Walker set about unpacking, back turned, pointedly ending the conversation. He was being paid to keep Carter alive, not set his mind at ease. Carter flashed back to something Lane Harper had said in one of his filmed segments, about knowing when the land doesn’t want you, when it’s had enough.
It lets you know in no uncertain terms that you aren’t welcome, and you have to decide how far you’re willing to go to force the issue, to make it accept you regardless.
He kept his eyes on Walker’s broad back. Solidly-built, like he’d been hewn from the mountain itself. After a moment, Carter turned away, making himself useful the only way he could, checking the trail cams set-up around camp. Useful only to himself, because no one else cared about the footage he might capture. No one else believed those cameras might catch a glimpse of Lane Harper wandering back out of the trees, starved, but alive. Cold. Disoriented. Transformed.

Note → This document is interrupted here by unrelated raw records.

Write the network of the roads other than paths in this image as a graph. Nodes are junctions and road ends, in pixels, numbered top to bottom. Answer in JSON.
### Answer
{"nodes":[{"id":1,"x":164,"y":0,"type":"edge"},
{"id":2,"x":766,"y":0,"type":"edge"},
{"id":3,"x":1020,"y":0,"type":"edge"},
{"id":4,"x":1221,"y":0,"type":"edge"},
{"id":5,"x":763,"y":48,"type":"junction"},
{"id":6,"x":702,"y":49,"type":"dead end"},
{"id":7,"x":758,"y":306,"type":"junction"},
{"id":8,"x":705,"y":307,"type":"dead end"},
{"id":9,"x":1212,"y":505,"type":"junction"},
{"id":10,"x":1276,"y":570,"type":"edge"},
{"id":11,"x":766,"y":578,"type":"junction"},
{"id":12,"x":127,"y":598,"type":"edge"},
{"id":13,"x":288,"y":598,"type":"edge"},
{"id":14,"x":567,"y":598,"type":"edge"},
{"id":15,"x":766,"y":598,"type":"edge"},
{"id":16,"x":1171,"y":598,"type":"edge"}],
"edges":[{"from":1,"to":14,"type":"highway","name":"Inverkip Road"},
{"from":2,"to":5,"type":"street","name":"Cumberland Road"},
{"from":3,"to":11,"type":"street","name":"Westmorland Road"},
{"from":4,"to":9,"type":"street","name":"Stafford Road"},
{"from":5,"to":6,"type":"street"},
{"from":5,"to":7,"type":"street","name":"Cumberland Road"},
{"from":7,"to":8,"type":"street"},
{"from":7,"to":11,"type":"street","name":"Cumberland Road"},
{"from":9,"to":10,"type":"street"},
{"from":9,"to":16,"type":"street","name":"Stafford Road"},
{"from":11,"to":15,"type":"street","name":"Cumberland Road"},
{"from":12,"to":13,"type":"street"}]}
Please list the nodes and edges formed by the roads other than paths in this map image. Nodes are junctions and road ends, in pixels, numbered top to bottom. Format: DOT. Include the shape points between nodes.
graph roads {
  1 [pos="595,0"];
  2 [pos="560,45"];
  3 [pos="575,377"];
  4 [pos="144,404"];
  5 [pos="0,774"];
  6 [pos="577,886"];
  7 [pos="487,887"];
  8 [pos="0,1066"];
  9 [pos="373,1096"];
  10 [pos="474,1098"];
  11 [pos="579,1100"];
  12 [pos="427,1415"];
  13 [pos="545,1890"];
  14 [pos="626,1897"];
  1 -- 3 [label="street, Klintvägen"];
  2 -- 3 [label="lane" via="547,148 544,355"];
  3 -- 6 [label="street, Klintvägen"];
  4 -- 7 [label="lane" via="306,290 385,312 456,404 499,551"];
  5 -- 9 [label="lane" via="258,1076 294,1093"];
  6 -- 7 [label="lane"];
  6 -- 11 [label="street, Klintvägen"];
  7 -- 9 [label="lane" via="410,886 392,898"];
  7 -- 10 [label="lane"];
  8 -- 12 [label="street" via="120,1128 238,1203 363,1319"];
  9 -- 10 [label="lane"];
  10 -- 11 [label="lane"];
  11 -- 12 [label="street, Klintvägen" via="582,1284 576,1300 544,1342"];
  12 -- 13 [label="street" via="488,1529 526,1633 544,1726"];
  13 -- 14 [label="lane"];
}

On top of their two-person tent rated for cold weather, they were equipped with a portable heater, camp stove, and top-of-the-line sleeping bags. All the luxuries Lane Harper hadn’t had. It was as comfortable as camping in sub-zero temperatures could get. Carter had eaten a good meal before settling in to review footage from the trail cams, which mostly showed himself and Walker moving around the camp until the sun began to set just after 4 p.m.
He was tired, and he couldn’t sleep. The wind was restless. It gnawed at the edges of his attention, changing timbre every time he even got close to drifting off to sleep. It sounded hungry.
Carter knew he was projecting. Tomorrow, they would dredge the lake. The boat’s progress would be slowed by the encroaching ice. They could have waited for spring. It wasn’t a rescue effort anymore, but a recovery operation. He’d spent enough time picturing Lane Harper’s body lifted dripping from the frigid waters, eyes frozen open—as if they wouldn’t have been eaten away by fish. Pale, frosted marbles, chunks of ice set in his too-prominent, too-visible skull. Accusing.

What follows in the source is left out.